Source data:

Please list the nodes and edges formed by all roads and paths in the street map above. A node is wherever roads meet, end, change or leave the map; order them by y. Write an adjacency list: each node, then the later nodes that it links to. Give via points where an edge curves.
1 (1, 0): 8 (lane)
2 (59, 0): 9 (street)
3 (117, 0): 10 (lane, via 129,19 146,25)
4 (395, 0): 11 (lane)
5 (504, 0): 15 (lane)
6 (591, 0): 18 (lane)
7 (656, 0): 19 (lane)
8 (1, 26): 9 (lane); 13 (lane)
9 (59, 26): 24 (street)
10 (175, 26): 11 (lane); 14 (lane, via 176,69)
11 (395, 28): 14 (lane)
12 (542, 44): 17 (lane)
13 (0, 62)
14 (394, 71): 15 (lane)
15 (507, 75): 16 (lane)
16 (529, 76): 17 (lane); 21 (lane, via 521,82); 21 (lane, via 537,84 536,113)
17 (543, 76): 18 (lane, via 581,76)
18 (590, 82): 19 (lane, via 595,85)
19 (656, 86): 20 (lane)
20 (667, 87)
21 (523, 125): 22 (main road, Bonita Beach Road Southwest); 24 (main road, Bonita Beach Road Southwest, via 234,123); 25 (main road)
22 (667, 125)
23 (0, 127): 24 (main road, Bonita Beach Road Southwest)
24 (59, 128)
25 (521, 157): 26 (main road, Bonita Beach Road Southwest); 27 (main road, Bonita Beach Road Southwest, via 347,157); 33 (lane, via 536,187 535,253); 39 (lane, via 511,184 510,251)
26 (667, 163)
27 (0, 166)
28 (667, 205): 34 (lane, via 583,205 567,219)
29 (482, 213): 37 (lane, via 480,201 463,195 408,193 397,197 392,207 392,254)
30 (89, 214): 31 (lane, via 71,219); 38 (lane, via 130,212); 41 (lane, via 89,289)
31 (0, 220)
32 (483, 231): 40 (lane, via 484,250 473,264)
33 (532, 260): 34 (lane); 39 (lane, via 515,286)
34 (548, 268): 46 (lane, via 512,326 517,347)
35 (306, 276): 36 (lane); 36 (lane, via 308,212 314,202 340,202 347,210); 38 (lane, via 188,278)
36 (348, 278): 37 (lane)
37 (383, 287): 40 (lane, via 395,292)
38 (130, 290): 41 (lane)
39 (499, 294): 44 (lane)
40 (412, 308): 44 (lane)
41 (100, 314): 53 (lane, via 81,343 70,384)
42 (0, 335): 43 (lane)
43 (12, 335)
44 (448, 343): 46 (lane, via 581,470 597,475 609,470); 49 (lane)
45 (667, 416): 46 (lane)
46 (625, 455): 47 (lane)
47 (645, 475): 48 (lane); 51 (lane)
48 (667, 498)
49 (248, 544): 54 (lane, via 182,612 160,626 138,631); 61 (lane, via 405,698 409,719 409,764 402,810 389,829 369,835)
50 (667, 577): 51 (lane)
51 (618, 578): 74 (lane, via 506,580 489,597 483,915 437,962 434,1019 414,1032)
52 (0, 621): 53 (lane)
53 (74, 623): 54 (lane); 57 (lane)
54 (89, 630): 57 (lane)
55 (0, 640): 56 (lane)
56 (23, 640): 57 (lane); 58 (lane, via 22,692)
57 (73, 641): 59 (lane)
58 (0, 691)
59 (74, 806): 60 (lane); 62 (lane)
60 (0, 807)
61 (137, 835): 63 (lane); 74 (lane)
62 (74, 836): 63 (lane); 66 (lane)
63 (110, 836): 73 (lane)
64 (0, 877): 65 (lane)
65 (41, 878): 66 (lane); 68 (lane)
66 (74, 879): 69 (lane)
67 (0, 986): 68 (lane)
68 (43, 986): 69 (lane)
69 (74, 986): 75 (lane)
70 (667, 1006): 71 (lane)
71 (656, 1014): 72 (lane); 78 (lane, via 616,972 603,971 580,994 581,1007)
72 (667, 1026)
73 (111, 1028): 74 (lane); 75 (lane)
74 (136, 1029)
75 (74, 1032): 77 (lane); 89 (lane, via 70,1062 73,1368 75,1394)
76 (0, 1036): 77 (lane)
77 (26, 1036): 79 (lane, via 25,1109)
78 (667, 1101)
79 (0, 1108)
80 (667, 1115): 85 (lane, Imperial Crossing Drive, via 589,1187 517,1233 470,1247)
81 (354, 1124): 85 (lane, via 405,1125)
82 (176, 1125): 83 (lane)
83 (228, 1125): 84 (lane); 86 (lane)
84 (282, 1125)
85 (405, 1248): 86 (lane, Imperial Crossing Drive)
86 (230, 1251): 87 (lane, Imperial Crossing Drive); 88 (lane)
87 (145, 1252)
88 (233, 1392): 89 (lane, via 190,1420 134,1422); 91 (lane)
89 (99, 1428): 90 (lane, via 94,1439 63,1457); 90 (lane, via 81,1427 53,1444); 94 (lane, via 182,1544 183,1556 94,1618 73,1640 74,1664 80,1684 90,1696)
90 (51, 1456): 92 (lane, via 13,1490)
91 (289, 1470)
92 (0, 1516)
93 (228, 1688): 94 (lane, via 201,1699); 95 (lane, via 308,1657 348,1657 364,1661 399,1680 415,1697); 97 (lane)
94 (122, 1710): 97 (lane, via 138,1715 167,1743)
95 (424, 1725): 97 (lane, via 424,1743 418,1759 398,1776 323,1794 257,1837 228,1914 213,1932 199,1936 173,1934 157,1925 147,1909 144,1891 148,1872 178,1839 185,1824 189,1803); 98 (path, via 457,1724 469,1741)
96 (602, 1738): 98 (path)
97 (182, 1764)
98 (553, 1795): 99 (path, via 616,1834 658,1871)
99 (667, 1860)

**Task prompt:** Please retype the entries above in full, exactly as they stand.

**Written answer:**
Please list the nodes and edges formed by all roads and paths in the street map above. A node is wherever roads meet, end, change or leave the map; order them by y. Write an adjacency list: each node, then the later nodes that it links to. Give via points where an edge curves.
1 (1, 0): 8 (lane)
2 (59, 0): 9 (street)
3 (117, 0): 10 (lane, via 129,19 146,25)
4 (395, 0): 11 (lane)
5 (504, 0): 15 (lane)
6 (591, 0): 18 (lane)
7 (656, 0): 19 (lane)
8 (1, 26): 9 (lane); 13 (lane)
9 (59, 26): 24 (street)
10 (175, 26): 11 (lane); 14 (lane, via 176,69)
11 (395, 28): 14 (lane)
12 (542, 44): 17 (lane)
13 (0, 62)
14 (394, 71): 15 (lane)
15 (507, 75): 16 (lane)
16 (529, 76): 17 (lane); 21 (lane, via 521,82); 21 (lane, via 537,84 536,113)
17 (543, 76): 18 (lane, via 581,76)
18 (590, 82): 19 (lane, via 595,85)
19 (656, 86): 20 (lane)
20 (667, 87)
21 (523, 125): 22 (main road, Bonita Beach Road Southwest); 24 (main road, Bonita Beach Road Southwest, via 234,123); 25 (main road)
22 (667, 125)
23 (0, 127): 24 (main road, Bonita Beach Road Southwest)
24 (59, 128)
25 (521, 157): 26 (main road, Bonita Beach Road Southwest); 27 (main road, Bonita Beach Road Southwest, via 347,157); 33 (lane, via 536,187 535,253); 39 (lane, via 511,184 510,251)
26 (667, 163)
27 (0, 166)
28 (667, 205): 34 (lane, via 583,205 567,219)
29 (482, 213): 37 (lane, via 480,201 463,195 408,193 397,197 392,207 392,254)
30 (89, 214): 31 (lane, via 71,219); 38 (lane, via 130,212); 41 (lane, via 89,289)
31 (0, 220)
32 (483, 231): 40 (lane, via 484,250 473,264)
33 (532, 260): 34 (lane); 39 (lane, via 515,286)
34 (548, 268): 46 (lane, via 512,326 517,347)
35 (306, 276): 36 (lane); 36 (lane, via 308,212 314,202 340,202 347,210); 38 (lane, via 188,278)
36 (348, 278): 37 (lane)
37 (383, 287): 40 (lane, via 395,292)
38 (130, 290): 41 (lane)
39 (499, 294): 44 (lane)
40 (412, 308): 44 (lane)
41 (100, 314): 53 (lane, via 81,343 70,384)
42 (0, 335): 43 (lane)
43 (12, 335)
44 (448, 343): 46 (lane, via 581,470 597,475 609,470); 49 (lane)
45 (667, 416): 46 (lane)
46 (625, 455): 47 (lane)
47 (645, 475): 48 (lane); 51 (lane)
48 (667, 498)
49 (248, 544): 54 (lane, via 182,612 160,626 138,631); 61 (lane, via 405,698 409,719 409,764 402,810 389,829 369,835)
50 (667, 577): 51 (lane)
51 (618, 578): 74 (lane, via 506,580 489,597 483,915 437,962 434,1019 414,1032)
52 (0, 621): 53 (lane)
53 (74, 623): 54 (lane); 57 (lane)
54 (89, 630): 57 (lane)
55 (0, 640): 56 (lane)
56 (23, 640): 57 (lane); 58 (lane, via 22,692)
57 (73, 641): 59 (lane)
58 (0, 691)
59 (74, 806): 60 (lane); 62 (lane)
60 (0, 807)
61 (137, 835): 63 (lane); 74 (lane)
62 (74, 836): 63 (lane); 66 (lane)
63 (110, 836): 73 (lane)
64 (0, 877): 65 (lane)
65 (41, 878): 66 (lane); 68 (lane)
66 (74, 879): 69 (lane)
67 (0, 986): 68 (lane)
68 (43, 986): 69 (lane)
69 (74, 986): 75 (lane)
70 (667, 1006): 71 (lane)
71 (656, 1014): 72 (lane); 78 (lane, via 616,972 603,971 580,994 581,1007)
72 (667, 1026)
73 (111, 1028): 74 (lane); 75 (lane)
74 (136, 1029)
75 (74, 1032): 77 (lane); 89 (lane, via 70,1062 73,1368 75,1394)
76 (0, 1036): 77 (lane)
77 (26, 1036): 79 (lane, via 25,1109)
78 (667, 1101)
79 (0, 1108)
80 (667, 1115): 85 (lane, Imperial Crossing Drive, via 589,1187 517,1233 470,1247)
81 (354, 1124): 85 (lane, via 405,1125)
82 (176, 1125): 83 (lane)
83 (228, 1125): 84 (lane); 86 (lane)
84 (282, 1125)
85 (405, 1248): 86 (lane, Imperial Crossing Drive)
86 (230, 1251): 87 (lane, Imperial Crossing Drive); 88 (lane)
87 (145, 1252)
88 (233, 1392): 89 (lane, via 190,1420 134,1422); 91 (lane)
89 (99, 1428): 90 (lane, via 94,1439 63,1457); 90 (lane, via 81,1427 53,1444); 94 (lane, via 182,1544 183,1556 94,1618 73,1640 74,1664 80,1684 90,1696)
90 (51, 1456): 92 (lane, via 13,1490)
91 (289, 1470)
92 (0, 1516)
93 (228, 1688): 94 (lane, via 201,1699); 95 (lane, via 308,1657 348,1657 364,1661 399,1680 415,1697); 97 (lane)
94 (122, 1710): 97 (lane, via 138,1715 167,1743)
95 (424, 1725): 97 (lane, via 424,1743 418,1759 398,1776 323,1794 257,1837 228,1914 213,1932 199,1936 173,1934 157,1925 147,1909 144,1891 148,1872 178,1839 185,1824 189,1803); 98 (path, via 457,1724 469,1741)
96 (602, 1738): 98 (path)
97 (182, 1764)
98 (553, 1795): 99 (path, via 616,1834 658,1871)
99 (667, 1860)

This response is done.